## Required action
Each entry below should be given again exactly; the pictures stay out.

## Supplied material
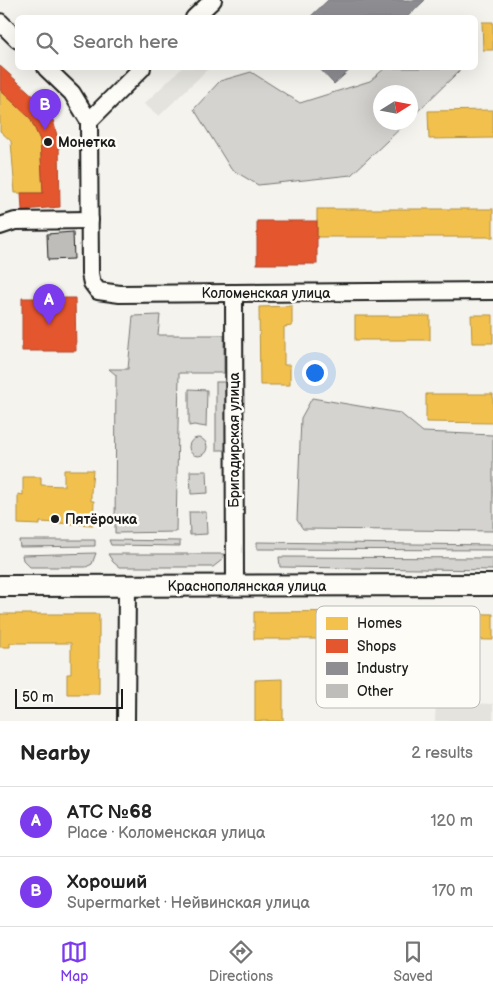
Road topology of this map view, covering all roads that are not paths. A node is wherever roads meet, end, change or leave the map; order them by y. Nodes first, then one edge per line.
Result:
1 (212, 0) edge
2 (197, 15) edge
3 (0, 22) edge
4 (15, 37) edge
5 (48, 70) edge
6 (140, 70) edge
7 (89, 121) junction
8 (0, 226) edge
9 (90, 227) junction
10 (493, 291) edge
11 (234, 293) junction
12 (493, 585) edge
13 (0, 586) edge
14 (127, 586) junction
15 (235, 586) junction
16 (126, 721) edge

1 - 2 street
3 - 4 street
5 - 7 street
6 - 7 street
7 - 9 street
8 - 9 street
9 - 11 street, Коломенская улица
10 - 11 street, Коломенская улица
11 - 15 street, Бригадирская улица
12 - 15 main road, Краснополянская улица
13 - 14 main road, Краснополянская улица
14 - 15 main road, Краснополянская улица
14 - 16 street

## Response area
Road topology of this map view, covering all roads that are not paths. A node is wherever roads meet, end, change or leave the map; order them by y. Nodes first, then one edge per line.
Result:
1 (212, 0) edge
2 (197, 15) edge
3 (0, 22) edge
4 (15, 37) edge
5 (48, 70) edge
6 (140, 70) edge
7 (89, 121) junction
8 (0, 226) edge
9 (90, 227) junction
10 (493, 291) edge
11 (234, 293) junction
12 (493, 585) edge
13 (0, 586) edge
14 (127, 586) junction
15 (235, 586) junction
16 (126, 721) edge

1 - 2 street
3 - 4 street
5 - 7 street
6 - 7 street
7 - 9 street
8 - 9 street
9 - 11 street, Коломенская улица
10 - 11 street, Коломенская улица
11 - 15 street, Бригадирская улица
12 - 15 main road, Краснополянская улица
13 - 14 main road, Краснополянская улица
14 - 15 main road, Краснополянская улица
14 - 16 street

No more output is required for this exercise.